__Task objective__: Where the string "dead" appears in a line of the material below, copy that line.

__Dataset excerpts__:

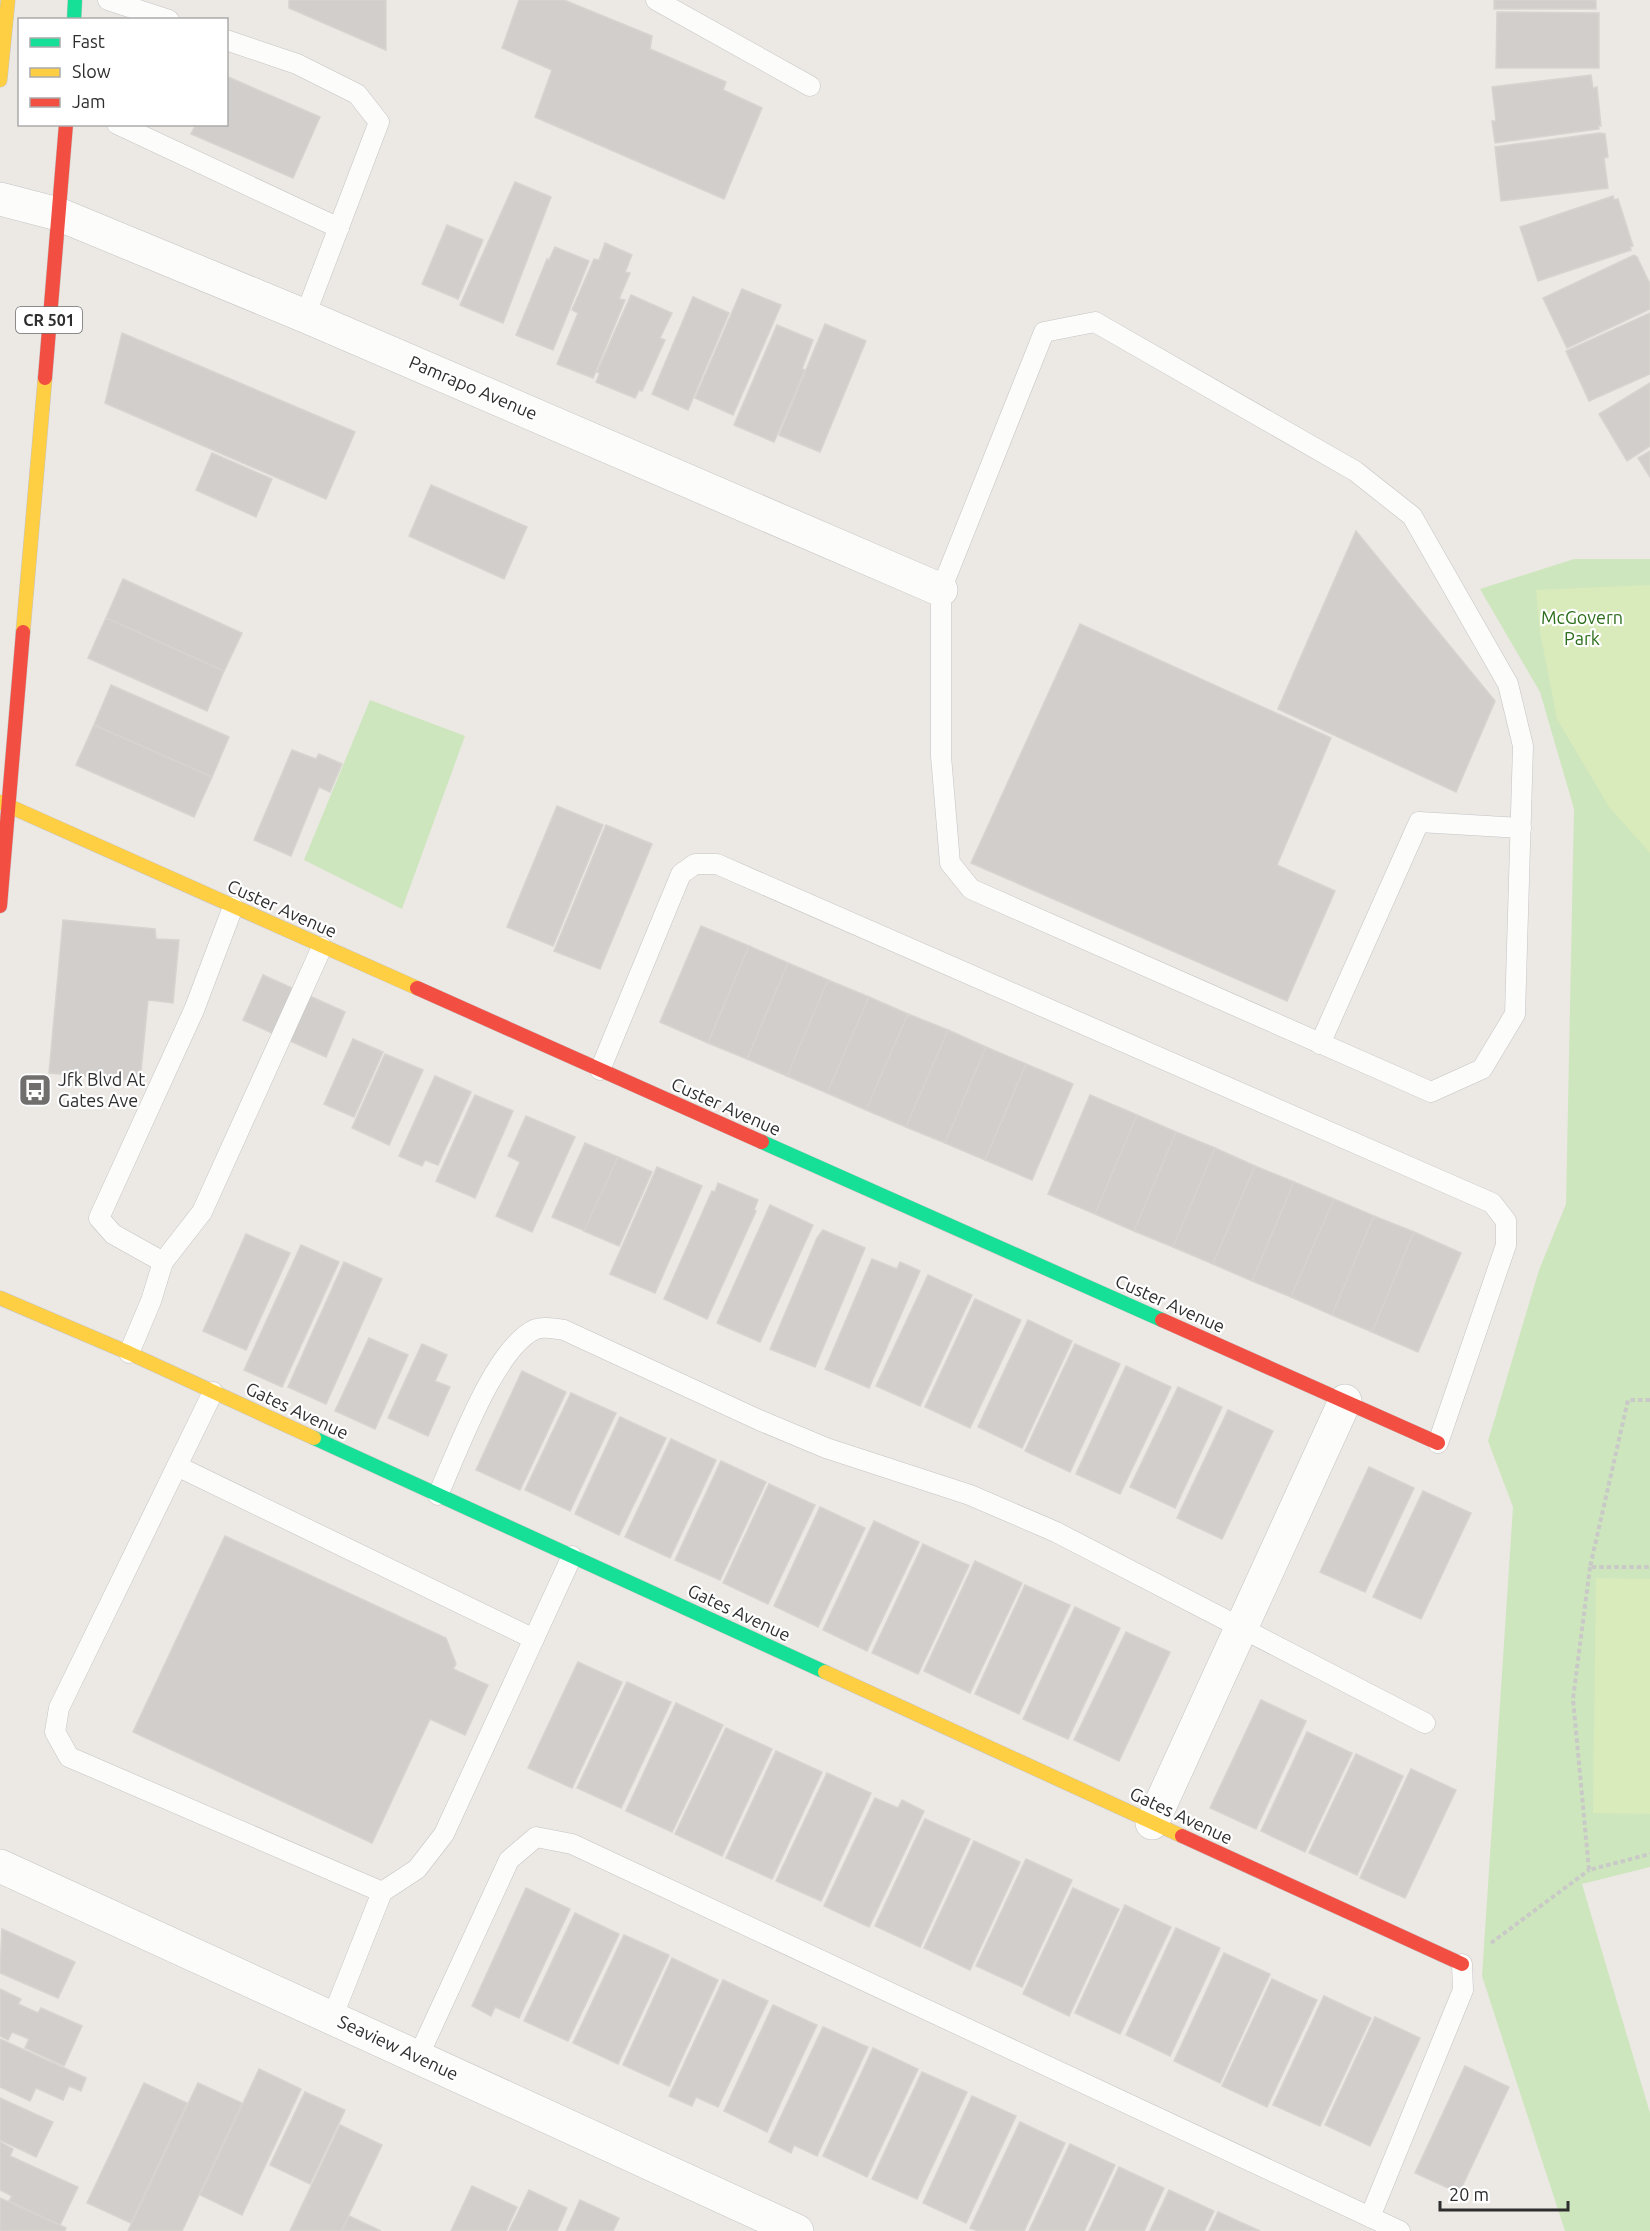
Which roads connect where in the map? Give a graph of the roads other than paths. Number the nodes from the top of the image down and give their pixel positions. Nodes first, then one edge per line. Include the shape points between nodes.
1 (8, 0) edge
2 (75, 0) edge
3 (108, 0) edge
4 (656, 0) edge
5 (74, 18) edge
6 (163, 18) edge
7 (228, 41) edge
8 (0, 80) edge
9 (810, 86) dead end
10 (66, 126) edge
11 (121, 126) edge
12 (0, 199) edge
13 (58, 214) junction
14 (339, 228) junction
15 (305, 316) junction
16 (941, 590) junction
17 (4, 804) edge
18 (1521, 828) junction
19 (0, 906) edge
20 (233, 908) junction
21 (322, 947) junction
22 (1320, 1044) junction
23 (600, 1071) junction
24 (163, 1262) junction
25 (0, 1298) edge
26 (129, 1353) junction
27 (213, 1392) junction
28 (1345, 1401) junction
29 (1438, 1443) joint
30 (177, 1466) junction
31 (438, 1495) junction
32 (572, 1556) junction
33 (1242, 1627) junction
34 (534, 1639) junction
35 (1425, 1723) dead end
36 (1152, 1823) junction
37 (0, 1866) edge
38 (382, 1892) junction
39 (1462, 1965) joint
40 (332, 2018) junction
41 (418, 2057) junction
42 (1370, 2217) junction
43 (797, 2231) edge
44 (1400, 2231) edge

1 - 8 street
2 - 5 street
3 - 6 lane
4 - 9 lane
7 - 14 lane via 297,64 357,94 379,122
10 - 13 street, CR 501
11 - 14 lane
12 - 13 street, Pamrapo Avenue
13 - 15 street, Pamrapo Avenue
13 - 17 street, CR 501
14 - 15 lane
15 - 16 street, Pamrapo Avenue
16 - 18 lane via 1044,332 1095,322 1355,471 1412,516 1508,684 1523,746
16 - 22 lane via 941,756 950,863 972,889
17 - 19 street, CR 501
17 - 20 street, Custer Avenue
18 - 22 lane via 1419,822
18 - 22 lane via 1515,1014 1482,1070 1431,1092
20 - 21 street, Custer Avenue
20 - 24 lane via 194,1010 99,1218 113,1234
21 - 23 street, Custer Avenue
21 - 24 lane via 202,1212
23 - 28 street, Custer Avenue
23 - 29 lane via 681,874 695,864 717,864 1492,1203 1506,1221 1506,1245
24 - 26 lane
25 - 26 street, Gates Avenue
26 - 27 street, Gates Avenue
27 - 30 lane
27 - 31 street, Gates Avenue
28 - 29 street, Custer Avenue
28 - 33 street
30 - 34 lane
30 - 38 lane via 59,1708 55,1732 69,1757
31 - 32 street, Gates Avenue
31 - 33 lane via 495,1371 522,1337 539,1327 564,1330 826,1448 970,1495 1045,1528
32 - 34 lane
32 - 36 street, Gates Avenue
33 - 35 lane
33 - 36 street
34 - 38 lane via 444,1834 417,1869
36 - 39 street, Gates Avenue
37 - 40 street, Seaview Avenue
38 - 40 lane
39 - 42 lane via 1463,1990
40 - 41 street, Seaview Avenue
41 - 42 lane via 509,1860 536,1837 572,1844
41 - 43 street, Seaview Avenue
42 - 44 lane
...
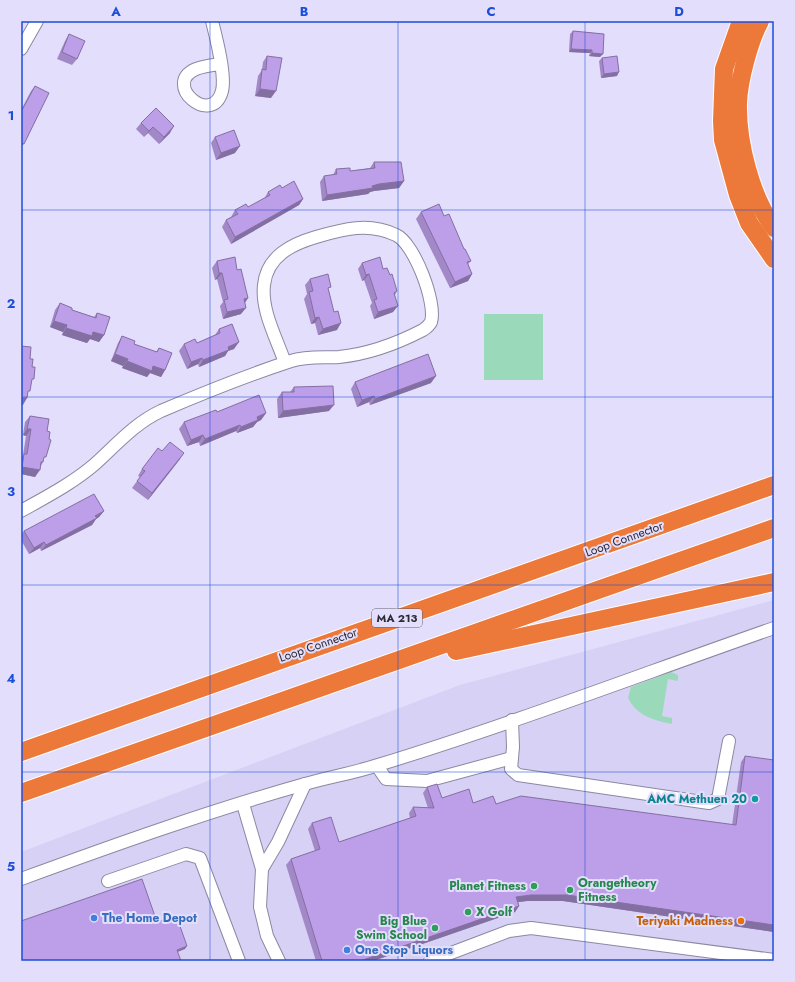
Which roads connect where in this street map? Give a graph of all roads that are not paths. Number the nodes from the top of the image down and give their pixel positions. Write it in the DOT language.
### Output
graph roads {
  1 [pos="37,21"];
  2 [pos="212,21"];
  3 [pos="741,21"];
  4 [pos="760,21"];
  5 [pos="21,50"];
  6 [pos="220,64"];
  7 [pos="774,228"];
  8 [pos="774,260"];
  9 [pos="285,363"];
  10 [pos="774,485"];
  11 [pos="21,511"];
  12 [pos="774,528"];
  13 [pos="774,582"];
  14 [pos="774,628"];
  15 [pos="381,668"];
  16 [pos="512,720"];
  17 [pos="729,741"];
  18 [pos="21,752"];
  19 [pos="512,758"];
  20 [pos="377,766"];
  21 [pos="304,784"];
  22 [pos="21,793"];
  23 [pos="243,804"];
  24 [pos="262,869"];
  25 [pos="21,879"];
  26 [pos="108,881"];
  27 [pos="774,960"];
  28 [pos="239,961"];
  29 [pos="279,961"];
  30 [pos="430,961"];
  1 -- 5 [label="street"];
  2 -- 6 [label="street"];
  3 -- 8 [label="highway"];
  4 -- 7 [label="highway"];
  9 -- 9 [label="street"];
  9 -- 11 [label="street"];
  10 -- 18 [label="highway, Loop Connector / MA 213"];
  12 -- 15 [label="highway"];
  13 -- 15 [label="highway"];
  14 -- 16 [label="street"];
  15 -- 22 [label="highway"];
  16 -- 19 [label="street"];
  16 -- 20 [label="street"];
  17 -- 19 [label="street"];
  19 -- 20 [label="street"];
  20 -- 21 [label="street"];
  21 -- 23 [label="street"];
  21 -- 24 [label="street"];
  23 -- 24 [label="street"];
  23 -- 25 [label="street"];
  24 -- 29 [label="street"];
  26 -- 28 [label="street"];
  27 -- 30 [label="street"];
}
...
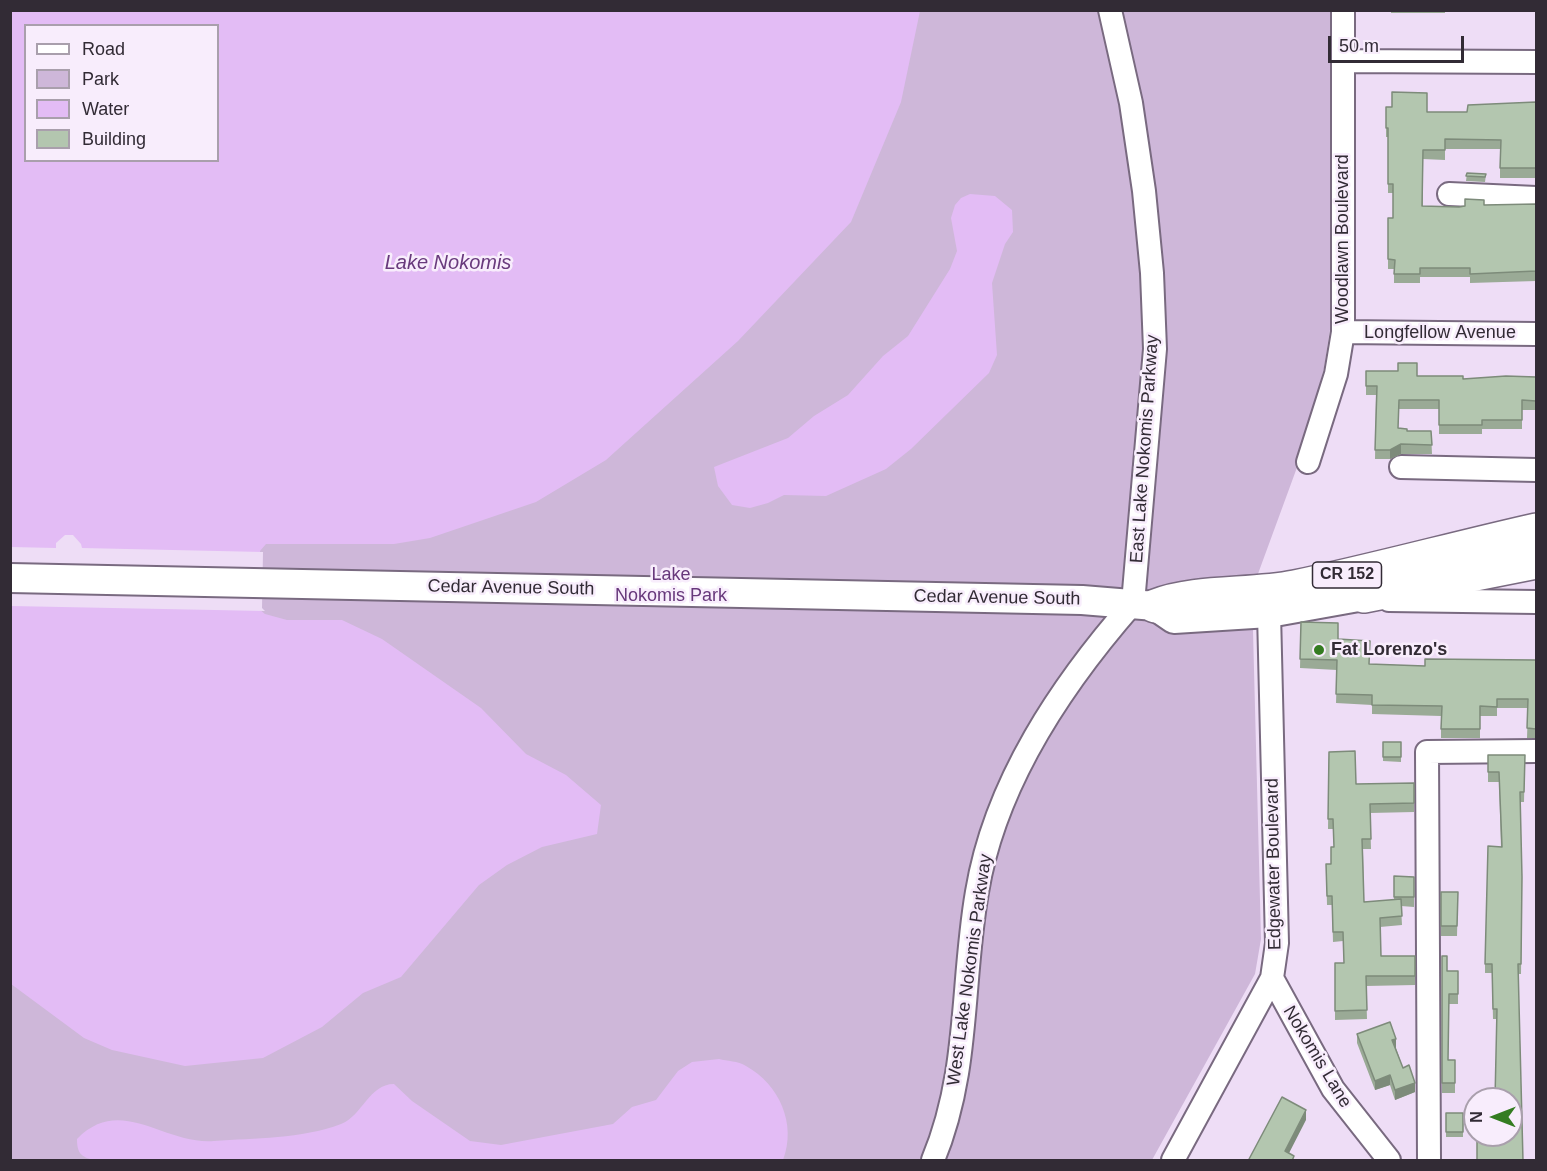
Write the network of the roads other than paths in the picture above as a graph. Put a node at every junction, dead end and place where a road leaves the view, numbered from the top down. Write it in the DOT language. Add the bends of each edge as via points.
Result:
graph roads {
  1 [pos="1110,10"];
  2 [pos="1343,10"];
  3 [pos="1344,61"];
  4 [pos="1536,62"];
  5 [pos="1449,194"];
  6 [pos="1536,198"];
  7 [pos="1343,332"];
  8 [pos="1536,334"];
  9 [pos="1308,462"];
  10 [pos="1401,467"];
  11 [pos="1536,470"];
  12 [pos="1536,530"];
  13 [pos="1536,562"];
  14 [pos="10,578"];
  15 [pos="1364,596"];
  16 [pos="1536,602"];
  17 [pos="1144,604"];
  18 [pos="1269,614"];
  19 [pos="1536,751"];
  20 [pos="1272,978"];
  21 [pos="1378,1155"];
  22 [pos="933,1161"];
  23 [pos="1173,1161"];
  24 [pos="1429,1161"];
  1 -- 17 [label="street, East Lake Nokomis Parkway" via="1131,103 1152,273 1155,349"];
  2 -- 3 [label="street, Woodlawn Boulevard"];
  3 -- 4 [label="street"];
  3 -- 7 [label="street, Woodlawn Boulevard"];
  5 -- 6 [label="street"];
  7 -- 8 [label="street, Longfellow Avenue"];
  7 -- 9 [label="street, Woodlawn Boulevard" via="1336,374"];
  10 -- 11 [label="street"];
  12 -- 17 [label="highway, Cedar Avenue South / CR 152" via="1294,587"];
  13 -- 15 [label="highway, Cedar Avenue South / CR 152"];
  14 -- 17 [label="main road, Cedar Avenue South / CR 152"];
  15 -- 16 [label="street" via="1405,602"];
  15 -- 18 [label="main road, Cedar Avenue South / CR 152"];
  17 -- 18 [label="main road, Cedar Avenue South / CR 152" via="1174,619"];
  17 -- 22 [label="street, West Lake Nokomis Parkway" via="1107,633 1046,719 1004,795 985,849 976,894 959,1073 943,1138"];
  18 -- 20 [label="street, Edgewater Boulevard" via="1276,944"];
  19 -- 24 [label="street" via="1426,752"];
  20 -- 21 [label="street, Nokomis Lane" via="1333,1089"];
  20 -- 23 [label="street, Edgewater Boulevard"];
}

__Response__:
9 (810, 86) dead end
35 (1425, 1723) dead end
Write the network of the roads other than paths in the picture above as a graph. Put a node at every junction, dead end and place where a road leaves the view, numbered from the top down. Write it in the DOT language. Add the bends of each edge as via points.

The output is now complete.